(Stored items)
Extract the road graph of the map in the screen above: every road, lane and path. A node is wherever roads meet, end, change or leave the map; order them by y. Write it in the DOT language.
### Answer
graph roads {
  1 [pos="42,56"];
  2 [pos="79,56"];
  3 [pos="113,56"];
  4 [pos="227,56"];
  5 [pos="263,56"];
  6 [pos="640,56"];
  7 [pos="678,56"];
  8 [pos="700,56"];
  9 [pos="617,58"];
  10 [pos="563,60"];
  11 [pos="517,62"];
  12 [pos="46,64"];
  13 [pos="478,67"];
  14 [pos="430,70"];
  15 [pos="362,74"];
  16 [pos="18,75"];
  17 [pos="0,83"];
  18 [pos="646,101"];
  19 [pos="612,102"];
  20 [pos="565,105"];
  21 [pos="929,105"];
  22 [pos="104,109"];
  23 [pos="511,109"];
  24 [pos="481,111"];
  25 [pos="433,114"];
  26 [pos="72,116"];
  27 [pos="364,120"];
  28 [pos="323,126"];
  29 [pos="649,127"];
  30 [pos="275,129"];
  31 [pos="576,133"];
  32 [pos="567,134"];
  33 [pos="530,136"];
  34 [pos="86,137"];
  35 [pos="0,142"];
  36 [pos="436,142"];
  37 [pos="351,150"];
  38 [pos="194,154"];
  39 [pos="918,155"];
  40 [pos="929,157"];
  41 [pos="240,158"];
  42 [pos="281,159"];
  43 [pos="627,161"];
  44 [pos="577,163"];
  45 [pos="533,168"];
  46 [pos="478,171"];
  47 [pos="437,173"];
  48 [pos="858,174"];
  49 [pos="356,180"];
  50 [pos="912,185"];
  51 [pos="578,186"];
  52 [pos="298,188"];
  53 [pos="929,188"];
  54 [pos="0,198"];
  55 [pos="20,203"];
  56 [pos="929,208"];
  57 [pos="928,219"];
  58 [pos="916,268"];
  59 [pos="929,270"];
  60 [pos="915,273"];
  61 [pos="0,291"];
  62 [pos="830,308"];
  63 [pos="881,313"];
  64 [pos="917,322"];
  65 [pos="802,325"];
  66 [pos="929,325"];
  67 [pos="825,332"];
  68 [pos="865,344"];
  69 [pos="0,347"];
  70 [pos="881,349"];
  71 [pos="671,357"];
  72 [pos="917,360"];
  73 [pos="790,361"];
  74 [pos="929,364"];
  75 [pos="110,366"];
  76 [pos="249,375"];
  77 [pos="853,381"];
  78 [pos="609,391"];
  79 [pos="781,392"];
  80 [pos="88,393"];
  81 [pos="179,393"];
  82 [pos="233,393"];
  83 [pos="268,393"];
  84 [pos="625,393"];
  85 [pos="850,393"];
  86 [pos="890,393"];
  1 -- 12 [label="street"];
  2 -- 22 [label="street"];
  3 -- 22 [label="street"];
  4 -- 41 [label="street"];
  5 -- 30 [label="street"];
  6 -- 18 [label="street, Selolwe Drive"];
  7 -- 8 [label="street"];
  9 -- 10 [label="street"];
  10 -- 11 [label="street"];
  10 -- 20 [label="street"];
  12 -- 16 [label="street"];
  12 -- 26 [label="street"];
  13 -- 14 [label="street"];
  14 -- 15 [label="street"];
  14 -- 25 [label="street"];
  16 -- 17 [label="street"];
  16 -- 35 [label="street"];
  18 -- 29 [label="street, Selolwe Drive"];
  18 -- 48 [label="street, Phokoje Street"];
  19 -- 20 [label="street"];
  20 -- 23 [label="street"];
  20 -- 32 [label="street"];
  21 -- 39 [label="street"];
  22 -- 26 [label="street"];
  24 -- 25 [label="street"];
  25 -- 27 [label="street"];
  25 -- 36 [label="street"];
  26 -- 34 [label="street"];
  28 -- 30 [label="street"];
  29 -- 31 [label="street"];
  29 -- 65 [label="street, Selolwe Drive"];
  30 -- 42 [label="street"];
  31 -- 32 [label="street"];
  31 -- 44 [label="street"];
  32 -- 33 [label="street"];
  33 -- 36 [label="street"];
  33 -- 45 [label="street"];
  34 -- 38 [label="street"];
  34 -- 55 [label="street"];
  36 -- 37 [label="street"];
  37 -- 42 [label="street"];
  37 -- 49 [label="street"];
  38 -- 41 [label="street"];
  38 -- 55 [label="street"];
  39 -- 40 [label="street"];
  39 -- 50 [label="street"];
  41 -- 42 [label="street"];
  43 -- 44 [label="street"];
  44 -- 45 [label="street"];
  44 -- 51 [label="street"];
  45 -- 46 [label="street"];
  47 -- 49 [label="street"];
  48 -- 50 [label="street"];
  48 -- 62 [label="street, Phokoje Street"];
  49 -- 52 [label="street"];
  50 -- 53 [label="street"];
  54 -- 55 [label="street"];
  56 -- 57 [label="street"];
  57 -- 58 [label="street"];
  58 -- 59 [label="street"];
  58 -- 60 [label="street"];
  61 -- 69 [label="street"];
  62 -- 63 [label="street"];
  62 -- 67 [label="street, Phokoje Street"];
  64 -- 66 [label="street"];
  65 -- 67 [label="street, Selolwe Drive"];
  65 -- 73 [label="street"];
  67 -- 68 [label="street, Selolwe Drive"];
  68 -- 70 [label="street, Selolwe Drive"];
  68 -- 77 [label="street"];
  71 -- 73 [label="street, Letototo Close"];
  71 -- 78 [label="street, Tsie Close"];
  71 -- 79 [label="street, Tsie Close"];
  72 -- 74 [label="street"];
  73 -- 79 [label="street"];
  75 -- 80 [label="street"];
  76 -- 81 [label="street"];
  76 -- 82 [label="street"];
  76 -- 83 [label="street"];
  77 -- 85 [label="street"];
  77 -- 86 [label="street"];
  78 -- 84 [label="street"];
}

Exercise prompt —
Search the entries for the word "graph" and show every line that has it.

Answer to this exercise —
Extract the road graph of the map in the screen above: every road, lane and path. A node is wherever roads meet, end, change or leave the map; order them by y. Write it in the DOT language.
graph roads {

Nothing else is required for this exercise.